Un complesso di eventi di tale portata, dunque, esprime non soltanto una volontà di raccontare che cosa sia avvenuto nell’Italia di fine anni Trenta, ma anche di offrire strumenti per una memoria collettiva critica del passato, capace di porsi in modo diverso rispetto alla condotta delle stesse Istituzioni dei decenni passati. Il discorso del rettore Mancarella, pertanto, può essere letto ed interpretato in tale ottica, tutta interna alla logica delle apologie che, in particolare dal secondo dopoguerra in poi, contraddistingue istituzioni che si sono rese responsabili di atti di discriminazione nel passato.Nel caso delle Università, il rettore ha specificato chiaramente come tale discorso si proponga come possibile – e consapevolmente circostanziato – risarcimento morale verso quelle persone allontanate dal sistema d’istruzione della monarchia fascista. Chi erano i soggetti allontanati? A quale universo di valori, a quale riflessione sulla razza si faceva riferimento per motivare tale discriminazione? La fonte sicuramente più utile è il Manifesto per la razza sottoscritto il 14 luglio 1938 da dieci studiosi: Sabato Visco, Direttore dell’Istituto di Fisiologia Generale dell’Università di Roma e Direttore dell’Istituto Nazionale di Biologia presso il Consiglio Nazionale delle Ricerche; Lino Businco, Assistente di Patologia Generale all’Università di Roma; Lidio Cipriani, Incaricato di Antropologia all’Università di Firenze; Arturo Donaggio, Direttore della Clinica Neuropsichiatrica dell’Università di Bologna e Presidente della Società Italiana di Psichiatria; Leone Franzi, Assistente nella Clinica Pediatrica all’Università di Milano; Guido Landra, Assistente di Antropologia all’Università di Roma; Luigi Pende, Direttore dell’Istituto di Patologia Speciale Medica dell’Università di Roma; Marcello Ricci, Assistente di Zoologia all’Università di Roma; Franco Savorgnan, Ordinario di Demografia all’Università di Roma e Presidente dell’Istituto Centrale di Statistica; Edoardo Zavattari, Direttore dell’Istituto di Zoologia dell’Università di Roma.

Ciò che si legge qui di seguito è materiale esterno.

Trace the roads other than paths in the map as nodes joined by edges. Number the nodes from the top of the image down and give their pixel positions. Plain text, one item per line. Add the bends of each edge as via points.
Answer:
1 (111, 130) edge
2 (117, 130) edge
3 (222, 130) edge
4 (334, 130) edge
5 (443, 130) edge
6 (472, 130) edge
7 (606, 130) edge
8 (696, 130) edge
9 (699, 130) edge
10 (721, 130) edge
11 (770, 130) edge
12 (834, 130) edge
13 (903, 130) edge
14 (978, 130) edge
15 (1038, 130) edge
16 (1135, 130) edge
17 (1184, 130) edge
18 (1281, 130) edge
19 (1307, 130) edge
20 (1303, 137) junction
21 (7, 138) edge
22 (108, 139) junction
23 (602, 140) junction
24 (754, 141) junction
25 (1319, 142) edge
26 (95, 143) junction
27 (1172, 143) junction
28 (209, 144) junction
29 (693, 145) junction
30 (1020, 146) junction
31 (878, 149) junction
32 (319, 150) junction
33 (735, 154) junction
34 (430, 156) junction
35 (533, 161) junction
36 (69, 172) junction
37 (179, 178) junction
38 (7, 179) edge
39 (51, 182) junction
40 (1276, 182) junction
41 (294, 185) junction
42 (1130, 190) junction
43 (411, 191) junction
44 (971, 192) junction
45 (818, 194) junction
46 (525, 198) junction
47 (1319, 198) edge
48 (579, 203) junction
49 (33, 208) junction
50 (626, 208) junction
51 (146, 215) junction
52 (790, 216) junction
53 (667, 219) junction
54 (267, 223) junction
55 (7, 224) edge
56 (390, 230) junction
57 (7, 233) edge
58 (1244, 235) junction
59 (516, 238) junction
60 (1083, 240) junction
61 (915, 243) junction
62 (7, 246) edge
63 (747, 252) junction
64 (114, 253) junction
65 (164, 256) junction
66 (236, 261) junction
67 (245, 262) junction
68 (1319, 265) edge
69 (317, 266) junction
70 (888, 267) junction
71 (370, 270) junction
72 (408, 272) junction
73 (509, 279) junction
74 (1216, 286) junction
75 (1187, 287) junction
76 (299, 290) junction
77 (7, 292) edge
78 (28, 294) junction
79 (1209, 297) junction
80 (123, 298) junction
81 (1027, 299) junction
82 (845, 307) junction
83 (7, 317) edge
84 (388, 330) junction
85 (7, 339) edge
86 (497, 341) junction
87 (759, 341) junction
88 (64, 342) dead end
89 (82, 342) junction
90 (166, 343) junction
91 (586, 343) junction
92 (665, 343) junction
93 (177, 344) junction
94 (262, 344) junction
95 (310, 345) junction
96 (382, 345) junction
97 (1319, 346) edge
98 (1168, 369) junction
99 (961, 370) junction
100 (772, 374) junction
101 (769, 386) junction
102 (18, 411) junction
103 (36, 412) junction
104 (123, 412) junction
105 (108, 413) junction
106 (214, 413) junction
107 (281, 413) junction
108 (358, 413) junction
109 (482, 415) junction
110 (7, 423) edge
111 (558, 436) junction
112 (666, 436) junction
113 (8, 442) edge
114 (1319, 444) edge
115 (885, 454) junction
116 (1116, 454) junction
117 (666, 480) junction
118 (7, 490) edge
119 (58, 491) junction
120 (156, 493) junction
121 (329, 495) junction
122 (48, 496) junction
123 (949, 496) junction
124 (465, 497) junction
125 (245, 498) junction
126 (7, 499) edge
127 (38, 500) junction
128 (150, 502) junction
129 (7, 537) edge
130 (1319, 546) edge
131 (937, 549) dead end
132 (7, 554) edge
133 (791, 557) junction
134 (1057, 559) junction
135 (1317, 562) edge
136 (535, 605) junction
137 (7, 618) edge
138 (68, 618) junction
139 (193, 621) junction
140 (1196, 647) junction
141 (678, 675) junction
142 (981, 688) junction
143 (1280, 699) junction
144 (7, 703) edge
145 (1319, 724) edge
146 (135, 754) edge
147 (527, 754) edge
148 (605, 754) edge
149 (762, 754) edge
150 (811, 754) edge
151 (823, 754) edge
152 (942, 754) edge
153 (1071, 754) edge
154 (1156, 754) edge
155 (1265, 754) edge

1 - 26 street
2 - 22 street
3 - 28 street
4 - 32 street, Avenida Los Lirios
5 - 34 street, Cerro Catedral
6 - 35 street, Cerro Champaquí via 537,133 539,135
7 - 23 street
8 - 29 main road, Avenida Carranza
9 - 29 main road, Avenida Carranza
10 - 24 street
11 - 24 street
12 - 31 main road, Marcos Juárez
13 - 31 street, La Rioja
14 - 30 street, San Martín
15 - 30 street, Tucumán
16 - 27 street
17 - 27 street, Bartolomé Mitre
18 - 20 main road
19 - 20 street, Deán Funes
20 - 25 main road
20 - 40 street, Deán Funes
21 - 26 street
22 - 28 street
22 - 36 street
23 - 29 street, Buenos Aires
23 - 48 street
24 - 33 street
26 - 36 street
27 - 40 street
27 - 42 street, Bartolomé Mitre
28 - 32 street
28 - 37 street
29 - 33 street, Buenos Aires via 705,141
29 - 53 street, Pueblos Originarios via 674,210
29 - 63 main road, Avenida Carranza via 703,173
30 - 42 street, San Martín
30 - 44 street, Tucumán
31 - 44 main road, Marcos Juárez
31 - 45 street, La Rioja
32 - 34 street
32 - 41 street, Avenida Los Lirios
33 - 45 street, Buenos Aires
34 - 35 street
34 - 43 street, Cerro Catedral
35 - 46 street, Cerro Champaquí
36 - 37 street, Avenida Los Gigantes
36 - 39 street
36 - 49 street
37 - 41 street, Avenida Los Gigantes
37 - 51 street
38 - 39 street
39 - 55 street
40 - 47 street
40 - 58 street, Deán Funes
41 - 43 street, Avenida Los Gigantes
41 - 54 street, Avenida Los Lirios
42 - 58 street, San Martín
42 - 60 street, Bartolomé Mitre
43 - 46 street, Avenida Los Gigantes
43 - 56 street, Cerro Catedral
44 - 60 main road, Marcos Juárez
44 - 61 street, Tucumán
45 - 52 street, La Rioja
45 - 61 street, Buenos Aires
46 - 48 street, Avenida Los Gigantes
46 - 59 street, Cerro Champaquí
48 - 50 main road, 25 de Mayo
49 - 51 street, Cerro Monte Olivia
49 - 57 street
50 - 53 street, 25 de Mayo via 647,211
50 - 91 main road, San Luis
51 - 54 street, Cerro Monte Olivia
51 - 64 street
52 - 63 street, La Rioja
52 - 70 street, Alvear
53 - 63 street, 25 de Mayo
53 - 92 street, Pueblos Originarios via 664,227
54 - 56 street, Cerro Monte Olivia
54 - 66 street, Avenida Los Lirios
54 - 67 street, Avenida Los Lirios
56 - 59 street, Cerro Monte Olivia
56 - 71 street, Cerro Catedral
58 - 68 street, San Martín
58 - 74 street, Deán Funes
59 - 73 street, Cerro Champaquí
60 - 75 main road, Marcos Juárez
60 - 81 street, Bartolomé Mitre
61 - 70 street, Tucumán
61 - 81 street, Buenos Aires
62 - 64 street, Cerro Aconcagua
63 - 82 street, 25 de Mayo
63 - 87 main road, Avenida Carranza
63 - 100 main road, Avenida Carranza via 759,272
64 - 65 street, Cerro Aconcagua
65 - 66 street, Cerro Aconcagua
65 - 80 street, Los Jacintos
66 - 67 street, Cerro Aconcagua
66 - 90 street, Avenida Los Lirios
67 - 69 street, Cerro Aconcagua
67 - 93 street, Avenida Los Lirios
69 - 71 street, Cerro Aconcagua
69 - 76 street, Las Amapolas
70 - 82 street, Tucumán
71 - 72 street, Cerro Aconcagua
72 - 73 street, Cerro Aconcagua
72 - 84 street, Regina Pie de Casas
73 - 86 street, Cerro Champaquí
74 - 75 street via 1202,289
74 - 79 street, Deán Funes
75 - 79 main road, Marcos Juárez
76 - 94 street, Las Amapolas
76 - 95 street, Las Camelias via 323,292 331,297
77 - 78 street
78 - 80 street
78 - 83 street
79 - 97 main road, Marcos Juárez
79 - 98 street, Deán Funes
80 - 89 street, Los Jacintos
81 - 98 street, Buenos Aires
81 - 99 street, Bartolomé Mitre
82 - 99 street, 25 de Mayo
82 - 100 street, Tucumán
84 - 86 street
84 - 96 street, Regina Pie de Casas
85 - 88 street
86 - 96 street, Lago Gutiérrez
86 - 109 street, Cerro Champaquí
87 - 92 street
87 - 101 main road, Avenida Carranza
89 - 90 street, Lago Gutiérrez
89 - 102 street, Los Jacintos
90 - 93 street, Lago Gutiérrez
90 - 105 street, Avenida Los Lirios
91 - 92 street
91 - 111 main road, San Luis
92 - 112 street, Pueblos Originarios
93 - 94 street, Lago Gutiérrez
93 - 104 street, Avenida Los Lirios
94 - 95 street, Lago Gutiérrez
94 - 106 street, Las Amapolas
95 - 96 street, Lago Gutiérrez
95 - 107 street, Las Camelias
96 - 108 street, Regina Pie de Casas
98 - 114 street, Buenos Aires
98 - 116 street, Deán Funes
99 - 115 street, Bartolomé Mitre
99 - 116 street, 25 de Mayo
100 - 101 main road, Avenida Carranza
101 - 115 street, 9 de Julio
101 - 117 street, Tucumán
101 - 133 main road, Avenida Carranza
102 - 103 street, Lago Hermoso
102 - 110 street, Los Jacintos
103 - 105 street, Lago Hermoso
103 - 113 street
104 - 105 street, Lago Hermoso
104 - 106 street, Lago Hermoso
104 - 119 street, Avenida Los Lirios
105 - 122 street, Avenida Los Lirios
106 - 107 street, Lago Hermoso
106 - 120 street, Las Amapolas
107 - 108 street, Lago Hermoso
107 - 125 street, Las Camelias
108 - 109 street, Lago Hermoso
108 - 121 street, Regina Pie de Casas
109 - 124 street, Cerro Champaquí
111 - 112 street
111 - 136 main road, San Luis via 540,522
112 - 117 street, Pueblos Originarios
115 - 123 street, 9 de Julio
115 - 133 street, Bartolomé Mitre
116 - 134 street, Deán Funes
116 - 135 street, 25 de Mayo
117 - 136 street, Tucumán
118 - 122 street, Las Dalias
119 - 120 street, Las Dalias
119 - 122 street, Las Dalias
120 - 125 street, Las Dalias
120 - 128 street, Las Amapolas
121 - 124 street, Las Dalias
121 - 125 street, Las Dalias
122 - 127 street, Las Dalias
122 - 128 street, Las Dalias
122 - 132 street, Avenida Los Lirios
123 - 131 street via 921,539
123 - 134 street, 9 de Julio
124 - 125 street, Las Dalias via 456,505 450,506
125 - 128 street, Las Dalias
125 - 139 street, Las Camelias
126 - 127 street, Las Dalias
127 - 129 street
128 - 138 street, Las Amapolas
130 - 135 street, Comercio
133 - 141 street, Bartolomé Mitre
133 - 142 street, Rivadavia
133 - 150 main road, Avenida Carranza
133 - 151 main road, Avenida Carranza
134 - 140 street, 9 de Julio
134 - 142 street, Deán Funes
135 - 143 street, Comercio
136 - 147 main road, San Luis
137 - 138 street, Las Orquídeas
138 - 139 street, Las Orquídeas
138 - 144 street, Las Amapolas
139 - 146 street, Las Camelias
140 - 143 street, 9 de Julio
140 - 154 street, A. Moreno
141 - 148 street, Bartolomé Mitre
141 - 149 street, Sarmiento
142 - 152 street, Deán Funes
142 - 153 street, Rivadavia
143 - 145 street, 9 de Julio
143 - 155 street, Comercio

Una precisazioe è necessaria: come rimarcato dai proff. Michele Battini e Adriano Prosperi nella conferenza tenutasi in Sapienza in settembre, la discriminazione ebraica era già un tratto consistente di una serie di politiche addotte in alcuni Stati italiani preunitari. A detta di tali dieci studiosi era necessario che il Regime adottasse finalmente una propria politica razziale.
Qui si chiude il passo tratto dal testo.